Giacalone v. Network Solutions, Inc., the third case involving a challenge to NSI's dispute policy, is the first in which a court enjoined a trademark holder from interfering with use of the domain. [41]The court enjoined defendant TY, Inc. ("TY"), a stuffed toy manufacturer that owns a trademark registration for the word TY superimposed on a heart ("TY and design") for stuffed toys, from interfering with Giacalone's right to use the <ty.com> domain pending final judgment on the complaint. The court further required TY "to take any and all steps necessary to see that Plaintiff's right to use the domain name <ty.com> is undisturbed and not suspended or interfered with in any way, due to the past, present or future efforts of the Defendant TY in contacting third parties and seeking suspension of Plaintiff's right to use the name by alleging trademark infringement claims."[42] The court apparently was unmoved by TY's claim that because Giacalone, a computer consultant, had included on his web site (accessed by using the URL <http://www.ty.com>) comments analogizing his web software to children's toys, trademark infringement or dilution was manifest. TY's appeal was pending when the case settled. [43]

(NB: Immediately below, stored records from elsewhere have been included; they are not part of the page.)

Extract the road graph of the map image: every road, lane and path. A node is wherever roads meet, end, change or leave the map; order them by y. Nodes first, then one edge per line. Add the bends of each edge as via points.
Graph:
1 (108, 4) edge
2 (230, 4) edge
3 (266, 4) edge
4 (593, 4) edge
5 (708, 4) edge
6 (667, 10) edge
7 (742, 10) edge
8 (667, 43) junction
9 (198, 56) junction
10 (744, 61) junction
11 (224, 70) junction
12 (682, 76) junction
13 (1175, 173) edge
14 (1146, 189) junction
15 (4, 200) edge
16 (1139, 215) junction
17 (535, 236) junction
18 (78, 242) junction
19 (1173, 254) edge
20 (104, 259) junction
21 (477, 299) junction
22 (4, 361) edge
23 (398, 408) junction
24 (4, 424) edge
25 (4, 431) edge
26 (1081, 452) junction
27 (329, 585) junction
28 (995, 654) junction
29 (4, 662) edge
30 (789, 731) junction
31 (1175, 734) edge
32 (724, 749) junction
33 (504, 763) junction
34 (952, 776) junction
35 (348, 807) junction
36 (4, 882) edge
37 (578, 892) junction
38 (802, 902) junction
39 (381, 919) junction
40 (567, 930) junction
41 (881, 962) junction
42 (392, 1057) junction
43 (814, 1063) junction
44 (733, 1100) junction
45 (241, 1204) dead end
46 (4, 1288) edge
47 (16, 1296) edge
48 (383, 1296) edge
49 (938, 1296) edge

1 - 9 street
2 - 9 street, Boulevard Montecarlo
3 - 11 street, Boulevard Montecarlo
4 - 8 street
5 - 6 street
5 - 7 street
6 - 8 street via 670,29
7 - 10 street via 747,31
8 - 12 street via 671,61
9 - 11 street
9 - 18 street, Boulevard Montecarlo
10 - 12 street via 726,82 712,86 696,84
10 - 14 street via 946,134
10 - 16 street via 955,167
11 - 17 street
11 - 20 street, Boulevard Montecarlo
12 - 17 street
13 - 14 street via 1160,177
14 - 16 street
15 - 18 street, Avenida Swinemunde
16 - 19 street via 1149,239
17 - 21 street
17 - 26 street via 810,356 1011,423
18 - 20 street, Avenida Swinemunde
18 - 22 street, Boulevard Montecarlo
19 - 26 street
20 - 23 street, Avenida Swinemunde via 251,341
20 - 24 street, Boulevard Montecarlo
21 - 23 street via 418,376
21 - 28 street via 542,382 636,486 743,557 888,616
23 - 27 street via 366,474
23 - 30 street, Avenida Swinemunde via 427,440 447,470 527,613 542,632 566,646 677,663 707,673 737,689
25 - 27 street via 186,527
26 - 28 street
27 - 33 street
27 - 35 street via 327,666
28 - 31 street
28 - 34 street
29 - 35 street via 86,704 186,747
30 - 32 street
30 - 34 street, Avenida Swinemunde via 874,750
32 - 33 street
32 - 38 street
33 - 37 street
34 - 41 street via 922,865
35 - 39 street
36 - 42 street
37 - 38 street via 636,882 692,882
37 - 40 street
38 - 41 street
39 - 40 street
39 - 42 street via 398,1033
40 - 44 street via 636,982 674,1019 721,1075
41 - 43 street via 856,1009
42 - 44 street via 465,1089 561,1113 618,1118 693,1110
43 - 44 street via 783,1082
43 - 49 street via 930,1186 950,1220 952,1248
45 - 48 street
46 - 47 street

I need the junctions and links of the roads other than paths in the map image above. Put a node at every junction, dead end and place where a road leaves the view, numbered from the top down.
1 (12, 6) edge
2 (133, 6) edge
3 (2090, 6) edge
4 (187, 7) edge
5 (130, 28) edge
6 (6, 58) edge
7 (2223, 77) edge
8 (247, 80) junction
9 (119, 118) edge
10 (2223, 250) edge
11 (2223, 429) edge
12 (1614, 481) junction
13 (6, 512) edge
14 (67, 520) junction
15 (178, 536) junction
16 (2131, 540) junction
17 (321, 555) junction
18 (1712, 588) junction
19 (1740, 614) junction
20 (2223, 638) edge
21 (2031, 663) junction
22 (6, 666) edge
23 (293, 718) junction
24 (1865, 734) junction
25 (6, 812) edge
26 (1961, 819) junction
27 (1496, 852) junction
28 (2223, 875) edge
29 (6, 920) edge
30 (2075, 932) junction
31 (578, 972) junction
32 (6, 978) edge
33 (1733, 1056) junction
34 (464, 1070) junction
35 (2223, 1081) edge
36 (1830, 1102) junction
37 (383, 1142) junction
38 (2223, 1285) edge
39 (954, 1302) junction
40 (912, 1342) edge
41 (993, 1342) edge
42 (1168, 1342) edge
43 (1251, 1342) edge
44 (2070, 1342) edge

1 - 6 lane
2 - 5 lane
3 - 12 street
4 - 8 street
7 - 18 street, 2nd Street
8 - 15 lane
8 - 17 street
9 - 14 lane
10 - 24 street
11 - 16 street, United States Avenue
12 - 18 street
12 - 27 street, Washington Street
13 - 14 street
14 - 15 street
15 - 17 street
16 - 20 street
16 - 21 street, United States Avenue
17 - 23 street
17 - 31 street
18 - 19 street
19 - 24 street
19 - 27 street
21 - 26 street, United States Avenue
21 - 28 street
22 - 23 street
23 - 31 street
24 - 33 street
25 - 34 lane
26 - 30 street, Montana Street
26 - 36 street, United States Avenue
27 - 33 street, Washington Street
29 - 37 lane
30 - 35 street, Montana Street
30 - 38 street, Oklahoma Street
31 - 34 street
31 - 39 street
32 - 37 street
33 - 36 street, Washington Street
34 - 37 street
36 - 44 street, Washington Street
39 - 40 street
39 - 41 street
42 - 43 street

The case raises two important issues relevant to the dispute policy. First, it suggests another aspect to NSI's broad view of what it considers to be an identical mark as is required for purposes of initiating a challenge under the policy. While it may not be surprising that NSI viewed <roadrunner.com> (the domain) and ROAD RUNNER (the trademark) to be identical, it requires a greater stretch to conclude that <ty.com> (the domain) and TY and design (the trademark) are also identical. The fact that NSI ultimately determines whether names are identical on a case-by-case basis casts another element of uncertainty into the mix.[44]

Second, the NSI dispute policy overlooks the very real possibility that many different parties may each legitimately claim equal rights to use a particular mark or name. Giacalone, who chose the domain <ty.com> as a tribute to his son "TY," alleged that at least four U.S. trademark registrations exist for TY for such diverse goods as jewelry, screws, sausage processing machinery, and brushing tools.[45] In responding to the U.S. Trademark Office's initial rejection of the "TY" and design application due to a pre-existing registration of TY TARGET for dolls, TY, Inc. relied on the same principle, arguing that no likelihood of confusion existed because "Ty" was a first name entitled to only a "narrow scope of protection" and because different images were evoked by "TY within a heart, and TY TARGET."[46]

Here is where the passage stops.